<<<<
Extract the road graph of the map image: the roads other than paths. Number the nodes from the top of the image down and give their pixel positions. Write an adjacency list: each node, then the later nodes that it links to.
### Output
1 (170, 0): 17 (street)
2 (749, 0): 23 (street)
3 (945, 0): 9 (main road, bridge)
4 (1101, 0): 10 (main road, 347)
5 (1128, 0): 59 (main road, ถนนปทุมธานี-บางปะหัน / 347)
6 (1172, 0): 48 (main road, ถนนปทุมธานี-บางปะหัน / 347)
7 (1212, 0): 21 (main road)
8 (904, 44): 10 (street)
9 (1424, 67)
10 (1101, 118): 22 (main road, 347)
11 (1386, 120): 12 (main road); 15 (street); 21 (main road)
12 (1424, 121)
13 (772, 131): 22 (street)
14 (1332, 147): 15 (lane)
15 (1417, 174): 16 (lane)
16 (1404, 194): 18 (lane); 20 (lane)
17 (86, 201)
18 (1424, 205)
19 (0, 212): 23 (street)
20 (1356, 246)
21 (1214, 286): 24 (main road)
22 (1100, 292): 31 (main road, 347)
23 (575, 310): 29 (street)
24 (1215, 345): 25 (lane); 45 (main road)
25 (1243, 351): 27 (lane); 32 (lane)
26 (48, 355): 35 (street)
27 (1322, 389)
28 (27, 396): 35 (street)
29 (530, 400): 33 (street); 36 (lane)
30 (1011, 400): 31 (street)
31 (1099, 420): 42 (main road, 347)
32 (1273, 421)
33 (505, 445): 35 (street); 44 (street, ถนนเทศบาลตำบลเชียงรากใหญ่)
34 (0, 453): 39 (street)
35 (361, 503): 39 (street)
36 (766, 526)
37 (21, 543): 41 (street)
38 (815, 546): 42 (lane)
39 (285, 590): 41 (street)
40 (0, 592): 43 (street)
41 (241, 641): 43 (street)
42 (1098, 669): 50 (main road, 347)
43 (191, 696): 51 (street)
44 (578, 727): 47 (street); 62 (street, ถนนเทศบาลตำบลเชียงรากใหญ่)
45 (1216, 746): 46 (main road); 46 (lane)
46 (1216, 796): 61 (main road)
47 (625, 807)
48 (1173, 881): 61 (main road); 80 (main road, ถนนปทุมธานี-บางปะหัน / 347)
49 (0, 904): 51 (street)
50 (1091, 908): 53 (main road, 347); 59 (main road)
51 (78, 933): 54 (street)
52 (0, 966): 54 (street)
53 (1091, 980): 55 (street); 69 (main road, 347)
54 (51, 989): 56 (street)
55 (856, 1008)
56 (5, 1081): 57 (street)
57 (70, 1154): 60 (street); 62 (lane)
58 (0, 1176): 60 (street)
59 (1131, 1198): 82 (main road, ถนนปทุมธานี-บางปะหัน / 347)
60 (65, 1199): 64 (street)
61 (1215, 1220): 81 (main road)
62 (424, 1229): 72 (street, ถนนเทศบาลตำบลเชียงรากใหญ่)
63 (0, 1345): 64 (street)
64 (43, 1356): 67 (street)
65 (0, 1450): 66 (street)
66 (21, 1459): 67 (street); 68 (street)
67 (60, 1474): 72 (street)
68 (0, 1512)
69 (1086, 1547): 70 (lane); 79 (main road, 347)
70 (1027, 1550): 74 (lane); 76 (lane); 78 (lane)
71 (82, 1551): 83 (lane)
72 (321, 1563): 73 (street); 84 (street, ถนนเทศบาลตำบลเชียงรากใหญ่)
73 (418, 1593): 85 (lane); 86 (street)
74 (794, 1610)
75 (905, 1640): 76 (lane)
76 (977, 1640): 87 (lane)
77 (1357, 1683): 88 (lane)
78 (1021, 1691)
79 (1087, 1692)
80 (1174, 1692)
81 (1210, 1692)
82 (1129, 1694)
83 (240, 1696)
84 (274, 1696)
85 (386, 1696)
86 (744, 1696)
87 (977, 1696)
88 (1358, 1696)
>>>>
# [Task to carry out]
Every line above that holds the word "ถนนปท" is to be found and copied.

# [Result of the task]
5 (1128, 0): 59 (main road, ถนนปทุมธานี-บางปะหัน / 347)
6 (1172, 0): 48 (main road, ถนนปทุมธานี-บางปะหัน / 347)
48 (1173, 881): 61 (main road); 80 (main road, ถนนปทุมธานี-บางปะหัน / 347)
59 (1131, 1198): 82 (main road, ถนนปทุมธานี-บางปะหัน / 347)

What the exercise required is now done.